# Installing Windows after Drywall???



## jeepwillies (Oct 2, 2006)

I am renovating my house right now and have paid a company for windows and installation. They will be installing 3 windows where there currently are none.

My question is, they tell me to go ahead and put up my drywall, and have it mud, taped and painted, and they can install these windows afterwards?? If they do this, then how to they make the frame and headers for the windows? I am a bit worried that they are brushing me off for now because they are so busy, and when they install the windows they may not be done properly? Will this also affect the insulation?

Any thoughts would be great.


----------



## KUIPORNG (Jan 11, 2006)

They probably will redo your drywall at the area of the window openings.... for them, that may be a piece of cake... I mean they cut out everything you did from top to the bottom and from left to the right in order to install frames.... but I agree, no one do it that way normally... May be you should ask them if you should leave those window opening area non-drywalled until they done the windows...


----------



## jeepwillies (Oct 2, 2006)

Thanks for the note.

The reason I am worried is when I talked with the installer he said he would not wreck the drywall! He would only cut out for the size of the window. No way, how can he put in a header and the proper framing that way?

Thanks again, I think tonight I am going to frame them myself. That way they will be done right!


----------



## KUIPORNG (Jan 11, 2006)

Yes frame yourself make sense... just make sure you ask them the exact measurement before framing... I read book saying the framing members should by window width/height + xyz inches ....


----------



## majakdragon (Sep 16, 2006)

I can't see how they can install the headers and studs (properly) without cutting more than just the window size. This means you will have repair areas around the windows. Even if THEY do the repairs, it is still small pieces of drywall around the windows. The frames need space between the studs for shimming. I would get a complete explanation as to how they plan on doing this before you put up the drywall.


----------



## Joe Carola (Apr 14, 2006)

jeepwillies said:


> I think tonight I am going to frame them myself. That way they will be done right!


That's the best thing to do. These guys are just jerking you around. It makes no sense to sheetrock, spackle, paint, and hern come back later and have to rip out the sheetrock and install the headers properly and then sheetrock spackle and repaint.

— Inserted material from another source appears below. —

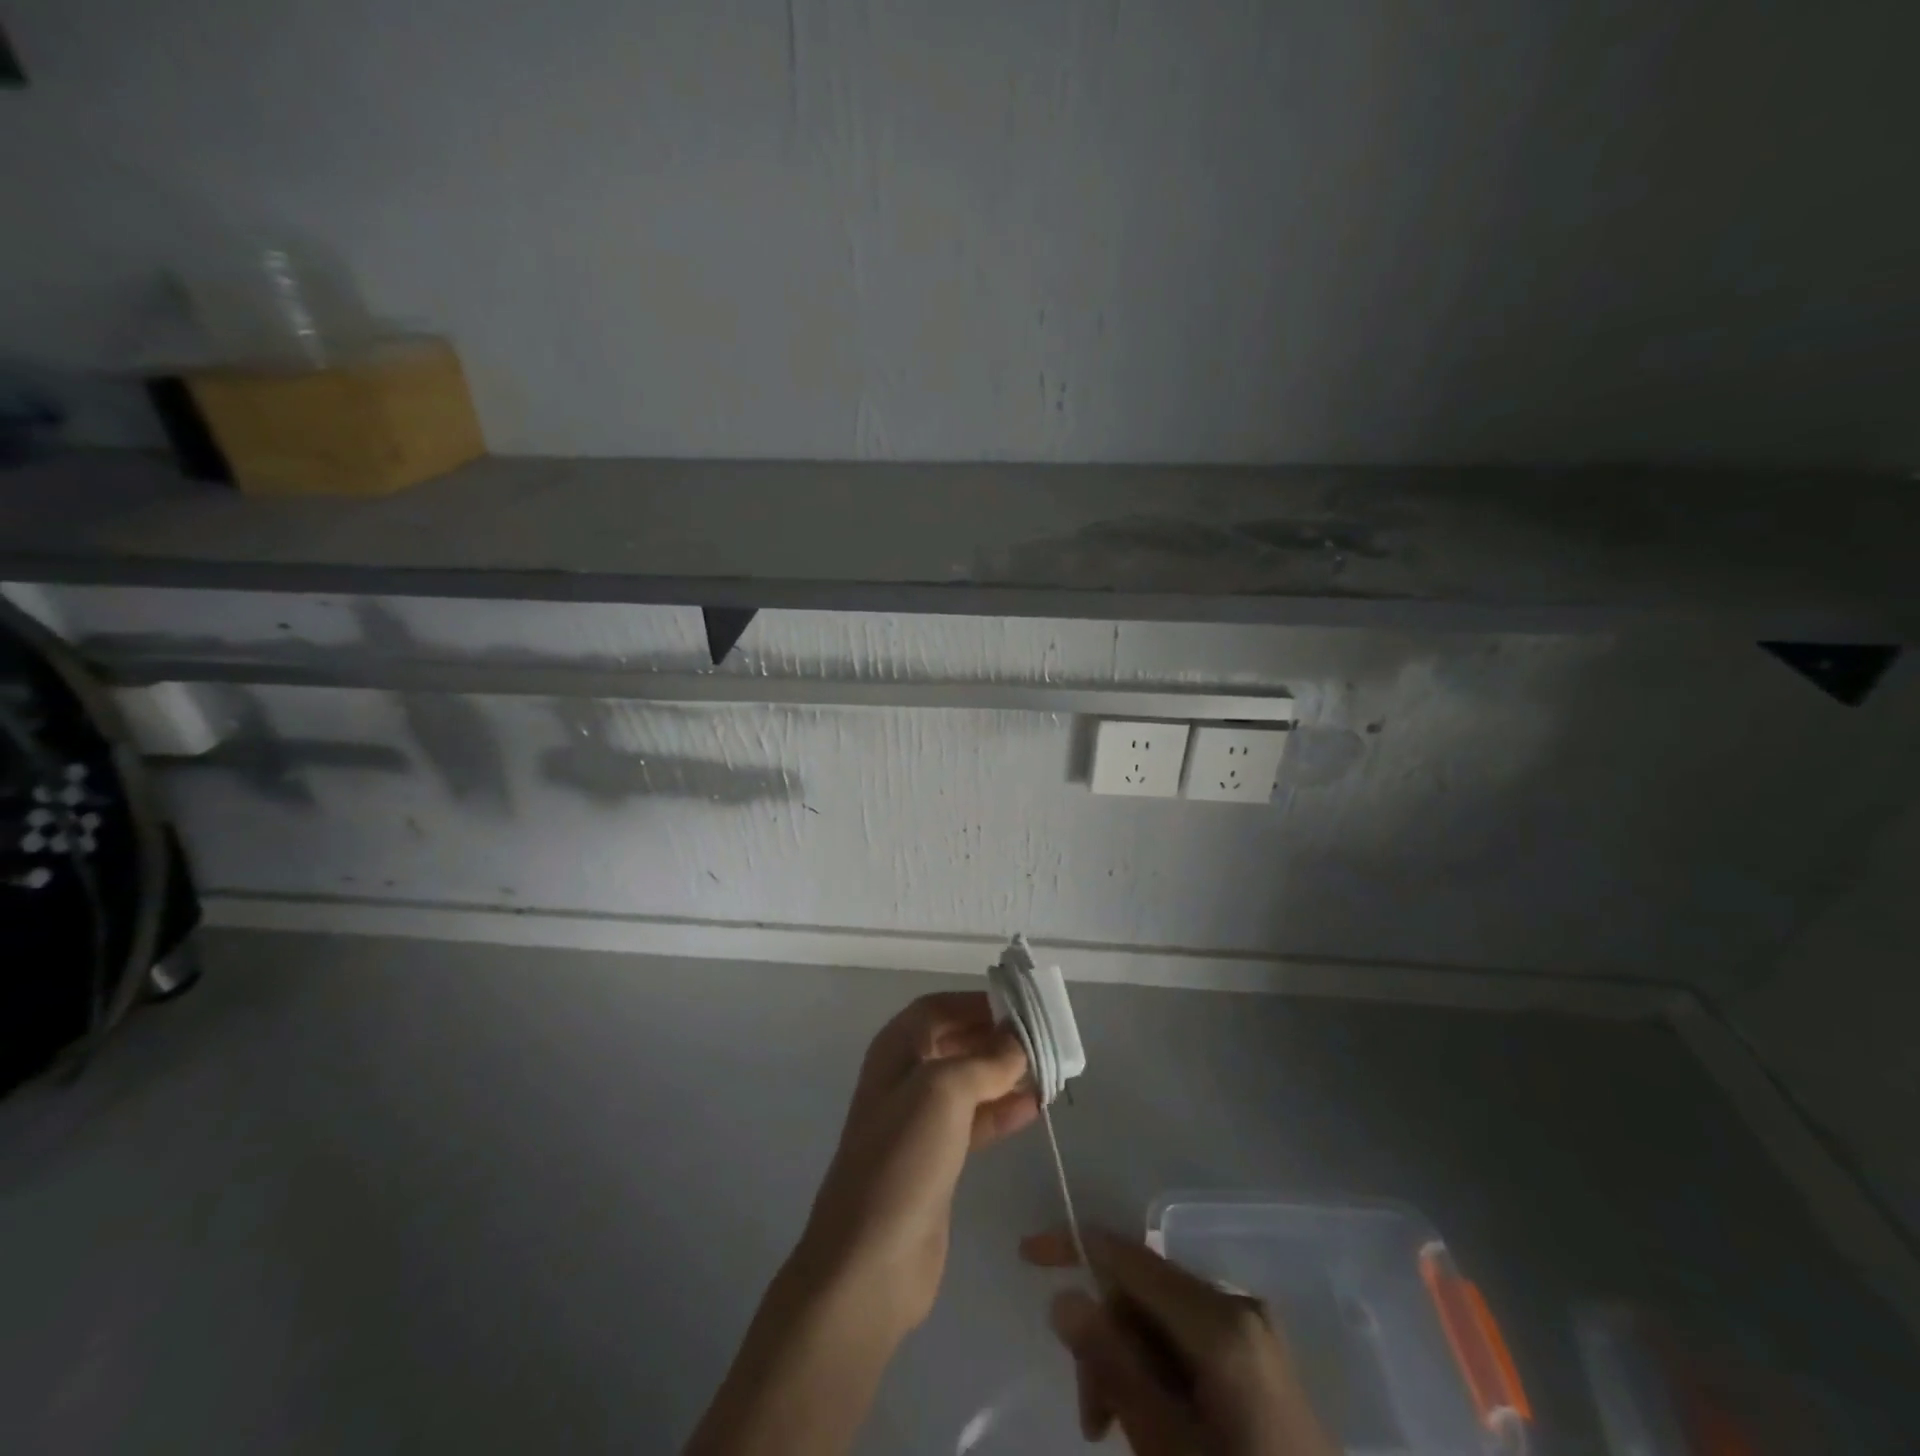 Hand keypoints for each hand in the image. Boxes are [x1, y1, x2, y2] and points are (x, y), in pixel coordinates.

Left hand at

Frame the openings yourself and ask whoever you're buying the windows from for the rough opening.


----------



## AtlanticWBConst. (May 12, 2006)

Joe Carola said:


> That's the best thing to do. These guys are just jerking you around. It makes no sense to sheetrock, spackle, paint, and hern come back later and have to rip out the sheetrock and install the headers properly and then sheetrock spackle and repaint.
> 
> Frame the openings yourself and ask whoever you're buying the windows from for the rough opening.


 
Agree with this advise.....if you have the ability to undertake such a project. 

On the other hand, 'they' may plan on adjusting the drywall themselves after the windows area installed. In any event, that would 'up' the installation costs and price.


----------



## clasact (Oct 21, 2006)

if they are going to cut the drywall that you have been told to go ahead and put up isnt that just extra work for them and are they not going to charge you for this extra work???? I just put a bunch of new windows in my house and for the life of me I cant see how they plan on doing this without destroying what they have told you to go ahead and do which means extra work and I dont know of a contractor that works for free


----------



## redline (Mar 5, 2006)

I would hold off on the drywall until after they install the windows.

Or you could drywall up to the studs on both sides of the window and leave the top and bottom open.


----------



## Bonus (Aug 25, 2005)

If these are bearing walls they are going to have to (should) cut an opening three+ inches wider than the windows, the header size (8" or 10") taller than the windows, and will likely have to remove the drywall to the floor to nail the support studs in. Someone isn't giving you the straight goods or they are not going to do a proper job.


----------